I used to beg my parents to stay up just a little bit longer so I could see if Batman was able to escape from his cliffhanger predicament. My dad’s reply was something like, “Is there another episode next week?” And I said, “Well … yeah.” “Then he makes it out okay, now go to bed!”

The longing, the desire, the sheer dread of what will happen next, echoes the thoughts of little Linus, the Peanuts cartoon character, in the pumpkin patch, wanting to stay awake through the night to view the Great Pumpkin. What is it about holidays that brings out that sense of anticipation?

The last Sunday of November, this year, is the beginning and first Sunday of Advent, a four-week season of preparation for celebrating the birth of Jesus Christ. At one of the churches I serve, we are kicking off the season with a service of “Hanging the Greens.”

We did this type of service a couple of years ago, and the people really liked it. They said it was nice to hear the traditions about what we do and why we do it. So, we try to trace back through history and find the meaning and origin of things like wreaths, bells, evergreens, nativities, poinsettias, holly and ivy, etc.

Generations old and new can find real significance in displaying symbols and decorations of the holy day that represent more than just color, glitter and creativity. Several around town seem to have decided to adorn their homes already, probably based on the weather patterns, rather than the seasonal time of year.

I find it interesting that as a society we sometimes get carried away with the holiday hubbub and perhaps lose sight of why we do what we do. We might complain that Halloween costumes hit the stores in September, Thanksgiving decorations come out in October and Christmas seems to come out earlier and earlier each year, long before the Cowboys’ kickoff on Turkey Day, or Santa passes by the front of Macy’s at the end of the annual parade.

We might also get inundated with emails and mail flyers reminding us not only of Black Friday, and Cyber Monday, but also Giving Tuesday! After all, every holiday is about how we spend our money — at least according to most retailers and businesses. The almighty dollar seems to govern most of our behaviors. The more we get, and the quicker we get it, the better our lives will be. Or so many seem to think.

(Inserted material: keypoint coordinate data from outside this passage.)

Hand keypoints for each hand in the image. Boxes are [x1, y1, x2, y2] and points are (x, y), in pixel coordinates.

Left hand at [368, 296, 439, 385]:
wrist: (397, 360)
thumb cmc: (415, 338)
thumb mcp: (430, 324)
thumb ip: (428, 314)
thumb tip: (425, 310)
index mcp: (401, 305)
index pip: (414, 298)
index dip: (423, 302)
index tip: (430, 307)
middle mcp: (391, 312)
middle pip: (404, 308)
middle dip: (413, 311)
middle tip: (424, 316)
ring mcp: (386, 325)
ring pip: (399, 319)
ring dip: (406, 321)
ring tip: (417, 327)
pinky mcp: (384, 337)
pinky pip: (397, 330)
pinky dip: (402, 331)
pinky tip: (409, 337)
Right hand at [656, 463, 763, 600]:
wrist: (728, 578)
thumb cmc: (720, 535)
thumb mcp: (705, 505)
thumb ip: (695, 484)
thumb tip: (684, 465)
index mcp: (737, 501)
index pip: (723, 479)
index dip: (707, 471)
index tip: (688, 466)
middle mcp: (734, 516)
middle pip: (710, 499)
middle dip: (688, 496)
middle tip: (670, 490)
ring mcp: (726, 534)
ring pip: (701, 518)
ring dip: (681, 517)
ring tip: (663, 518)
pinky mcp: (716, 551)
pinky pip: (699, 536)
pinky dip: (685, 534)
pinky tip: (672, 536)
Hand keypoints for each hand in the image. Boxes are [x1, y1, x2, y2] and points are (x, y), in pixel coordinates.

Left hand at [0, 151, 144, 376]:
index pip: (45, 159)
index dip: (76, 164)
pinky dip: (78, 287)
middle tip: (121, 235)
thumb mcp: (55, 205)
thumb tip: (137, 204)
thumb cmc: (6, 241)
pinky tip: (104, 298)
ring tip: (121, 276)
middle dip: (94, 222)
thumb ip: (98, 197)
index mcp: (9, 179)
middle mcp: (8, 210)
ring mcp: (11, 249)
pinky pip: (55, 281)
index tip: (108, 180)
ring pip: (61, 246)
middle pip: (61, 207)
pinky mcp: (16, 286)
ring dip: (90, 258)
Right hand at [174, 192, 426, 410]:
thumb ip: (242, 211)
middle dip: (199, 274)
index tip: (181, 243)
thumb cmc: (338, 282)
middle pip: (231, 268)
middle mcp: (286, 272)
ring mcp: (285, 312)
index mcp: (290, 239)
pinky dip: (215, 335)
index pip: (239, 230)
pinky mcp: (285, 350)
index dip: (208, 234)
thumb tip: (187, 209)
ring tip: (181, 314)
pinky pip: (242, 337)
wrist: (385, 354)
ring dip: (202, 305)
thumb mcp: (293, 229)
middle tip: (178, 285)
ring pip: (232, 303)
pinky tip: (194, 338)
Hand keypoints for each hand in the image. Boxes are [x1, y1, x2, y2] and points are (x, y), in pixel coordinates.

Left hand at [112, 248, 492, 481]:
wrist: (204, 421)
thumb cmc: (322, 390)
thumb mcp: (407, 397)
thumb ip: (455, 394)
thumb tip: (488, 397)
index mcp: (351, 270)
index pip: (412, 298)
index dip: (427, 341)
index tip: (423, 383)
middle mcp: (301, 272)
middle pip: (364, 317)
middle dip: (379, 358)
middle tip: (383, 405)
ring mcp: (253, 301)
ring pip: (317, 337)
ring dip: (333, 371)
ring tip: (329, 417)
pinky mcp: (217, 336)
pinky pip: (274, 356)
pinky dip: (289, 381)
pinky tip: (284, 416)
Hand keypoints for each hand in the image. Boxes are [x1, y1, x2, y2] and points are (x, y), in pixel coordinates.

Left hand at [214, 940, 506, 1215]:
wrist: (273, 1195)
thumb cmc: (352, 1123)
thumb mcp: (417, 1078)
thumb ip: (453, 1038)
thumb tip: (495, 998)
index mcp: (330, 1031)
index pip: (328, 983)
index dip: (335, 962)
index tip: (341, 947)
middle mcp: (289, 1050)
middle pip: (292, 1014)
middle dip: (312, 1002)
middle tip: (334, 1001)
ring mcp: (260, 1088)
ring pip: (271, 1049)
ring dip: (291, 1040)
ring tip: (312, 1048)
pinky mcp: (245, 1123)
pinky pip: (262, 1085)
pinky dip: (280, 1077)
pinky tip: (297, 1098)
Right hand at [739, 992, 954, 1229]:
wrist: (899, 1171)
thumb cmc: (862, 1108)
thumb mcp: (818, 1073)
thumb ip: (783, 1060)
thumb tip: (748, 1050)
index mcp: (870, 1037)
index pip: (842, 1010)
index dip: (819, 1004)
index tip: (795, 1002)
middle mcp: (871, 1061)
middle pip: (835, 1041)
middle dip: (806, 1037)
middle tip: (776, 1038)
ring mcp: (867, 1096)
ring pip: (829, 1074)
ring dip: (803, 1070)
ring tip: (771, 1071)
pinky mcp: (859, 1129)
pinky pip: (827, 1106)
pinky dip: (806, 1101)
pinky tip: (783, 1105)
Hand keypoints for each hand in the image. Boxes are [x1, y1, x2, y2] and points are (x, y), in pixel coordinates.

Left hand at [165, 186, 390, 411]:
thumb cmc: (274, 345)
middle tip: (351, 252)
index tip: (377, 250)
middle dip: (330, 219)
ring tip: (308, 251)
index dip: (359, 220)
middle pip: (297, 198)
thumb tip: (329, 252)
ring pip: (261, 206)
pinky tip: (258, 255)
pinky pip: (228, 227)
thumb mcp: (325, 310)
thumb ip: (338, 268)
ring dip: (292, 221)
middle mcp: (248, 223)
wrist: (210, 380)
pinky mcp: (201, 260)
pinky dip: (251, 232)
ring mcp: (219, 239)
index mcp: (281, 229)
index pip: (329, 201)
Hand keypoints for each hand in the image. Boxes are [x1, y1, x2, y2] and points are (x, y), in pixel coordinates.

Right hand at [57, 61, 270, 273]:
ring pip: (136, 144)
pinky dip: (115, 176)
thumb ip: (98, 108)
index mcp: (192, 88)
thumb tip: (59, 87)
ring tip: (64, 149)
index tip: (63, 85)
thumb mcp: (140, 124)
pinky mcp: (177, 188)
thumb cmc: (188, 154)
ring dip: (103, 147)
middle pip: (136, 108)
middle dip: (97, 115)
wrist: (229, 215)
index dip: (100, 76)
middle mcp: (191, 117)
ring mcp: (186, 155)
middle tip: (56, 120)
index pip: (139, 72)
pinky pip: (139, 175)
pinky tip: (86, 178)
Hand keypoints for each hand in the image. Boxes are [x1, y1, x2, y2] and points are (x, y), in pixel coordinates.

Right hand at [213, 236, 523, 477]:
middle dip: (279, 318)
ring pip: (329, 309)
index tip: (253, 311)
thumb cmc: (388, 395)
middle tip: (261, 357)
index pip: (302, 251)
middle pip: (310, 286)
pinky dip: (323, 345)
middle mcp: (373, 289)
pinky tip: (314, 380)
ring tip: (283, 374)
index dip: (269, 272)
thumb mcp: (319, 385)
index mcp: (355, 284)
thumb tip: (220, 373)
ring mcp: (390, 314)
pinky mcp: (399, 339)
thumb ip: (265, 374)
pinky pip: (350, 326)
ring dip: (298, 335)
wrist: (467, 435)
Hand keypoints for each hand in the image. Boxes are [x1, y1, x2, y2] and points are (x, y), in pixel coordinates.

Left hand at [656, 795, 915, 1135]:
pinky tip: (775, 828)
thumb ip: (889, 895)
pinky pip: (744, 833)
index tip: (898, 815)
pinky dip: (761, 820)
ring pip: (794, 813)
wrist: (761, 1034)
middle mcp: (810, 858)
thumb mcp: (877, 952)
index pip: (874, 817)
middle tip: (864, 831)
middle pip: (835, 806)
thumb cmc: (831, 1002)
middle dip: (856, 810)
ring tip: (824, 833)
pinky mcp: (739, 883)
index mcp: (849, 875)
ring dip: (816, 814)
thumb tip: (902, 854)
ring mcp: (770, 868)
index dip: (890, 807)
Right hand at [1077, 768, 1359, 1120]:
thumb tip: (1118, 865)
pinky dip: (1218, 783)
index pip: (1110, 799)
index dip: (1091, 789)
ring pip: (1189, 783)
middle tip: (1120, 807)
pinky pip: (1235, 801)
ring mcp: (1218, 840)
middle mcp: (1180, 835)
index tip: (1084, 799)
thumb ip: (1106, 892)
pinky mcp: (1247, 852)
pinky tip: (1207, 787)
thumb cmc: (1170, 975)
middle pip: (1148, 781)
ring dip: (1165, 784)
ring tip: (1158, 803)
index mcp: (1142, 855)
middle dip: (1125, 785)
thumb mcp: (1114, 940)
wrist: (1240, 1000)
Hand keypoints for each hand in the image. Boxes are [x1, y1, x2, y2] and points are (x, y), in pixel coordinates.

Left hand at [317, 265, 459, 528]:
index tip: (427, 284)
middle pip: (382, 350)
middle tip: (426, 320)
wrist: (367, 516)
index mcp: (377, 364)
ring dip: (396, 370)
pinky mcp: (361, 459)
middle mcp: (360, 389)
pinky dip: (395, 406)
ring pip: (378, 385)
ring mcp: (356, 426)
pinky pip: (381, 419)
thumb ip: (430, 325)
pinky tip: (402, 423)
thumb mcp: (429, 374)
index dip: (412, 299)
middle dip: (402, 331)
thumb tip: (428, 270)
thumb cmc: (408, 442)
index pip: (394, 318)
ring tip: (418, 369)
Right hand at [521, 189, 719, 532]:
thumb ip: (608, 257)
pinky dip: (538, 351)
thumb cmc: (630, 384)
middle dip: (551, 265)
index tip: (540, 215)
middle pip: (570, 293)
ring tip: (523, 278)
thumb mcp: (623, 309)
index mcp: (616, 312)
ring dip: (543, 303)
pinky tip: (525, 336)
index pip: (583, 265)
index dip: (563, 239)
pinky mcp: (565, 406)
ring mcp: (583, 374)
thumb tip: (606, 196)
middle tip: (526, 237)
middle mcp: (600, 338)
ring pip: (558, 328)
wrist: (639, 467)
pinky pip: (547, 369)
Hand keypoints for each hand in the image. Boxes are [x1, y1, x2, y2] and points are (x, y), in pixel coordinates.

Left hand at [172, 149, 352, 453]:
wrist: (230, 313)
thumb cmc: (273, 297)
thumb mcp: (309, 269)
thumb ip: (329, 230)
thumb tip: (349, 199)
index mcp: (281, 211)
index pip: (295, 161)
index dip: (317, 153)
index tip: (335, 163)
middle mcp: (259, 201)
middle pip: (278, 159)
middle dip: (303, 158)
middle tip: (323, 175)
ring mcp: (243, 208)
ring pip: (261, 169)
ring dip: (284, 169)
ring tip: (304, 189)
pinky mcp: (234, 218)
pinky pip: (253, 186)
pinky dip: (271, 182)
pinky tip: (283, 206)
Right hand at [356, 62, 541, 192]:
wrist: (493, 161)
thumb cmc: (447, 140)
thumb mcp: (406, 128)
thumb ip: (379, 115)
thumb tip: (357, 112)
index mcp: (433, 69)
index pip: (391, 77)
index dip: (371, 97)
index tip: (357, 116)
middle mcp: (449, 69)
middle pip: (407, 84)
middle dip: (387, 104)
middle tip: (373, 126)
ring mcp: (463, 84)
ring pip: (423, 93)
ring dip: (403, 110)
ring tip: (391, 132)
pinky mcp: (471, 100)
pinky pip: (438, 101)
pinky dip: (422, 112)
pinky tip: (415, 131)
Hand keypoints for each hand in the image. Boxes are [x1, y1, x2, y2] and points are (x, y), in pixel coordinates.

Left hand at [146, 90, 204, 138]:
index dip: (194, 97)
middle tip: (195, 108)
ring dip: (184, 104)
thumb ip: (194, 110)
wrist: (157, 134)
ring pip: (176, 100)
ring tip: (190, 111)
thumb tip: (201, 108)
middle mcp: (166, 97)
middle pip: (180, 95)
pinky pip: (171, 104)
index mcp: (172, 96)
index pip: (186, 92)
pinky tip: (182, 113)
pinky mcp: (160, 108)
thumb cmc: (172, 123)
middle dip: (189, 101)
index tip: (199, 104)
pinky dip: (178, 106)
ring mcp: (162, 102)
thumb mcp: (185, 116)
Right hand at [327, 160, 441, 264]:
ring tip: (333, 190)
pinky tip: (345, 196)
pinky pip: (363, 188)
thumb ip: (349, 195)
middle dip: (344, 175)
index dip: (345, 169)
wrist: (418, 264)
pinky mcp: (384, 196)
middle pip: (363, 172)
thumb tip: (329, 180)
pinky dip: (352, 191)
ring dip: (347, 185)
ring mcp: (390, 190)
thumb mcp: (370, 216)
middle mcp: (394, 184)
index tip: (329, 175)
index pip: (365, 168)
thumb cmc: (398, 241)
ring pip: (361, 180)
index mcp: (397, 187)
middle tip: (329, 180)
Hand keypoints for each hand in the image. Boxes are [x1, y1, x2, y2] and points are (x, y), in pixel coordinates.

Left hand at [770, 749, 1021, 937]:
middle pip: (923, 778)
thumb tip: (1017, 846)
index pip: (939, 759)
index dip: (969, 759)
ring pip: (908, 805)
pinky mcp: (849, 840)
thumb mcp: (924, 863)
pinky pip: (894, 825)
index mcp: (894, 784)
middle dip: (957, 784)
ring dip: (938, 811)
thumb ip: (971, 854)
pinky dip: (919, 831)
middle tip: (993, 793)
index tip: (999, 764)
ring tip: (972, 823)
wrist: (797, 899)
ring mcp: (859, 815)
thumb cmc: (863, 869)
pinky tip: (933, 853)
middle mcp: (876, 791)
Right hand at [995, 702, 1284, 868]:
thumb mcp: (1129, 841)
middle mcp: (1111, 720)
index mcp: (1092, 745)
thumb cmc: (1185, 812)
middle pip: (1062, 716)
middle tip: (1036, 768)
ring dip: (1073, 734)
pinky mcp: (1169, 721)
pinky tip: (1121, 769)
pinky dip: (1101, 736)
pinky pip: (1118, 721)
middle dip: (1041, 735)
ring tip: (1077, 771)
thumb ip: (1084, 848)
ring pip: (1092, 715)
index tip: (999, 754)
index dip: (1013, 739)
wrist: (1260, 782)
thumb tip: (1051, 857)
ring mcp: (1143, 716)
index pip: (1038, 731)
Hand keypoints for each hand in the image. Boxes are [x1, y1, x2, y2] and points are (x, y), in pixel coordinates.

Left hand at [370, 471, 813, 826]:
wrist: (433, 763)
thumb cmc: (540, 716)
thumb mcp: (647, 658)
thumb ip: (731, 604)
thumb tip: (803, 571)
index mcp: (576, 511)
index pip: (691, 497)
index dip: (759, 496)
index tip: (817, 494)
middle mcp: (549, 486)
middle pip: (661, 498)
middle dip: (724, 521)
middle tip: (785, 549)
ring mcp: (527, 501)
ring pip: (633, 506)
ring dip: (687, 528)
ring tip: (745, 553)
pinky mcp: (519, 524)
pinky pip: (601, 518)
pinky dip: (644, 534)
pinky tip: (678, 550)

It reminds me of the year that I discovered our Christmas would be rather bare looking under our tree. We were an average family of five, yet we got to the point of not giving lots of toys and candy at Christmas anymore. We were older, and our gifts were more expensive, so fewer gifts under the tree. Yet my heart longed for that anticipation of seeing a bountiful bunch of brightly wrapped presents piled around the tree on Christmas morning. The longing led to an idea.

I scrounged the house for little boxes. I commandeered the wrapping paper and tape. I sequestered myself in my room and got to work. I wrote notes and wrapped. I put a present under the tree for each family member, which included one of my notes (and I had come up with five or six). So, 25 or more additional gifts went under the tree.

Christmas morning, my family and I shared the Gift of Prayer — each one of us stopped to pray, silently or aloud, for our family and for our faith. We shared the Gift of Service — five times, one of us went to the kitchen and poured some eggnog or apple cider for the rest of the family, served it, and then proposed a toast!

We offered each other the Gift of Gratitude, pausing to give thanks for five things that had happened this past year. We honestly and sincerely shared the Gift of Love, with heartfelt words, hugs, and/or kisses. Twenty-five times. Something that cost almost nothing helped bring about the best of everything. It was a holy moment.

Are you binge-watching your favorite Christmas movies (again) this year? Are you putting up decorations of the season that have meaning and significance for you, your family and your neighbors? Does what you do truly reflect the reason for the season?

This year, I’m anticipating growing deeper and deeper in love with celebrating well. Celebrating with purpose. Being in relationships that matter. We should be fostering relationships that remind us how much we are loved. And loving in such a way that every day is a holy day.

I hope you had a blessed Thanksgiving. I pray you have a joyous Christmas. Don’t miss the sacred moments, when even the littlest thing can mean so much. Don’t worry about the cost being too much or too little. Whatever the day, spend it wisely.